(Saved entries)
########

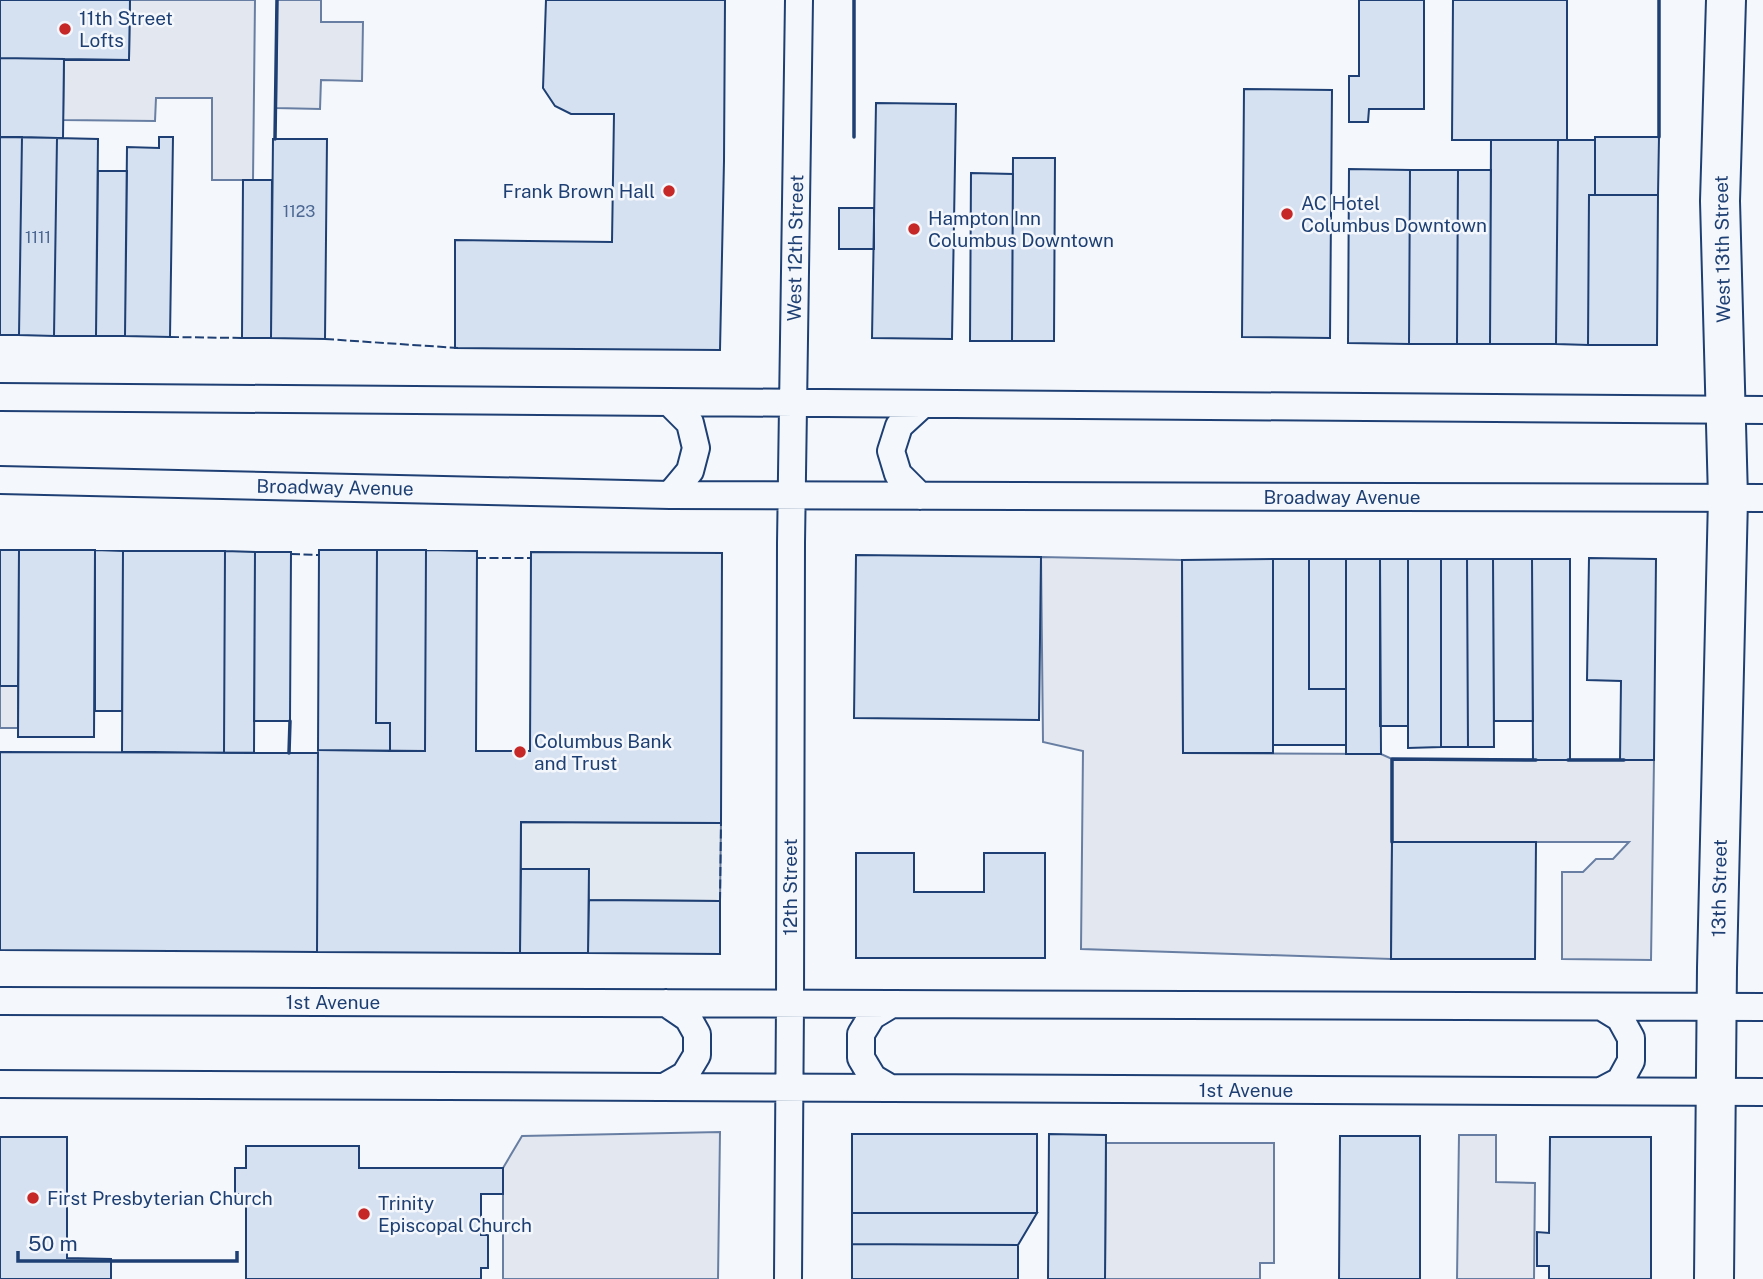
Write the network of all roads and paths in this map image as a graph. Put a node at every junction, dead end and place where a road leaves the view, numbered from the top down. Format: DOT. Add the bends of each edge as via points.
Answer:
graph roads {
  1 [pos="799,0"];
  2 [pos="1726,0"];
  3 [pos="0,397"];
  4 [pos="669,402"];
  5 [pos="792,403"];
  6 [pos="923,404"];
  7 [pos="1726,409"];
  8 [pos="1763,410"];
  9 [pos="0,480"];
  10 [pos="670,495"];
  11 [pos="791,496"];
  12 [pos="920,496"];
  13 [pos="1746,498"];
  14 [pos="0,1001"];
  15 [pos="666,1003"];
  16 [pos="790,1004"];
  17 [pos="891,1004"];
  18 [pos="1602,1007"];
  19 [pos="1717,1007"];
  20 [pos="1763,1007"];
  21 [pos="0,1084"];
  22 [pos="664,1087"];
  23 [pos="789,1088"];
  24 [pos="890,1088"];
  25 [pos="1601,1091"];
  26 [pos="1716,1092"];
  27 [pos="1763,1092"];
  28 [pos="788,1279"];
  29 [pos="1714,1279"];
  1 -- 5 [label="street, West 12th Street"];
  2 -- 7 [label="main road, West 13th Street" via="1720,201"];
  3 -- 4 [label="street"];
  4 -- 5 [label="street"];
  4 -- 10 [label="street" via="690,424 696,448 690,471"];
  5 -- 6 [label="street"];
  5 -- 11 [label="street, West 12th Street"];
  6 -- 7 [label="street"];
  6 -- 12 [label="street" via="899,426 891,451 898,474"];
  7 -- 8 [label="street"];
  7 -- 13 [label="main road, West 13th Street"];
  9 -- 10 [label="street, Broadway Avenue"];
  10 -- 11 [label="street, Broadway Avenue"];
  11 -- 12 [label="street, Broadway Avenue"];
  11 -- 16 [label="street, 12th Street"];
  12 -- 13 [label="street, Broadway Avenue"];
  13 -- 19 [label="main road, 13th Street"];
  14 -- 15 [label="street, 1st Avenue"];
  15 -- 16 [label="street, 1st Avenue"];
  15 -- 22 [label="street" via="688,1018 697,1034 697,1055 685,1075"];
  16 -- 17 [label="street, 1st Avenue"];
  16 -- 23 [label="street, 12th Street"];
  17 -- 18 [label="street, 1st Avenue"];
  17 -- 24 [label="street" via="872,1016 861,1034 861,1058 873,1078"];
  18 -- 19 [label="street, 1st Avenue"];
  18 -- 25 [label="street" via="1620,1018 1631,1038 1631,1061 1620,1081"];
  19 -- 20 [label="street, 1st Avenue"];
  19 -- 26 [label="main road, 13th Street"];
  21 -- 22 [label="street, 1st Avenue"];
  22 -- 23 [label="street, 1st Avenue"];
  23 -- 24 [label="street, 1st Avenue"];
  23 -- 28 [label="street, 12th Street"];
  24 -- 25 [label="street, 1st Avenue"];
  25 -- 26 [label="street, 1st Avenue"];
  26 -- 27 [label="street, 1st Avenue"];
  26 -- 29 [label="main road, 13th Street"];
}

########

Repeat the records in full, precisely, and keep the pictures out.

▸ Result
Write the network of all roads and paths in this map image as a graph. Put a node at every junction, dead end and place where a road leaves the view, numbered from the top down. Format: DOT. Add the bends of each edge as via points.
Answer:
graph roads {
  1 [pos="799,0"];
  2 [pos="1726,0"];
  3 [pos="0,397"];
  4 [pos="669,402"];
  5 [pos="792,403"];
  6 [pos="923,404"];
  7 [pos="1726,409"];
  8 [pos="1763,410"];
  9 [pos="0,480"];
  10 [pos="670,495"];
  11 [pos="791,496"];
  12 [pos="920,496"];
  13 [pos="1746,498"];
  14 [pos="0,1001"];
  15 [pos="666,1003"];
  16 [pos="790,1004"];
  17 [pos="891,1004"];
  18 [pos="1602,1007"];
  19 [pos="1717,1007"];
  20 [pos="1763,1007"];
  21 [pos="0,1084"];
  22 [pos="664,1087"];
  23 [pos="789,1088"];
  24 [pos="890,1088"];
  25 [pos="1601,1091"];
  26 [pos="1716,1092"];
  27 [pos="1763,1092"];
  28 [pos="788,1279"];
  29 [pos="1714,1279"];
  1 -- 5 [label="street, West 12th Street"];
  2 -- 7 [label="main road, West 13th Street" via="1720,201"];
  3 -- 4 [label="street"];
  4 -- 5 [label="street"];
  4 -- 10 [label="street" via="690,424 696,448 690,471"];
  5 -- 6 [label="street"];
  5 -- 11 [label="street, West 12th Street"];
  6 -- 7 [label="street"];
  6 -- 12 [label="street" via="899,426 891,451 898,474"];
  7 -- 8 [label="street"];
  7 -- 13 [label="main road, West 13th Street"];
  9 -- 10 [label="street, Broadway Avenue"];
  10 -- 11 [label="street, Broadway Avenue"];
  11 -- 12 [label="street, Broadway Avenue"];
  11 -- 16 [label="street, 12th Street"];
  12 -- 13 [label="street, Broadway Avenue"];
  13 -- 19 [label="main road, 13th Street"];
  14 -- 15 [label="street, 1st Avenue"];
  15 -- 16 [label="street, 1st Avenue"];
  15 -- 22 [label="street" via="688,1018 697,1034 697,1055 685,1075"];
  16 -- 17 [label="street, 1st Avenue"];
  16 -- 23 [label="street, 12th Street"];
  17 -- 18 [label="street, 1st Avenue"];
  17 -- 24 [label="street" via="872,1016 861,1034 861,1058 873,1078"];
  18 -- 19 [label="street, 1st Avenue"];
  18 -- 25 [label="street" via="1620,1018 1631,1038 1631,1061 1620,1081"];
  19 -- 20 [label="street, 1st Avenue"];
  19 -- 26 [label="main road, 13th Street"];
  21 -- 22 [label="street, 1st Avenue"];
  22 -- 23 [label="street, 1st Avenue"];
  23 -- 24 [label="street, 1st Avenue"];
  23 -- 28 [label="street, 12th Street"];
  24 -- 25 [label="street, 1st Avenue"];
  25 -- 26 [label="street, 1st Avenue"];
  26 -- 27 [label="street, 1st Avenue"];
  26 -- 29 [label="main road, 13th Street"];
}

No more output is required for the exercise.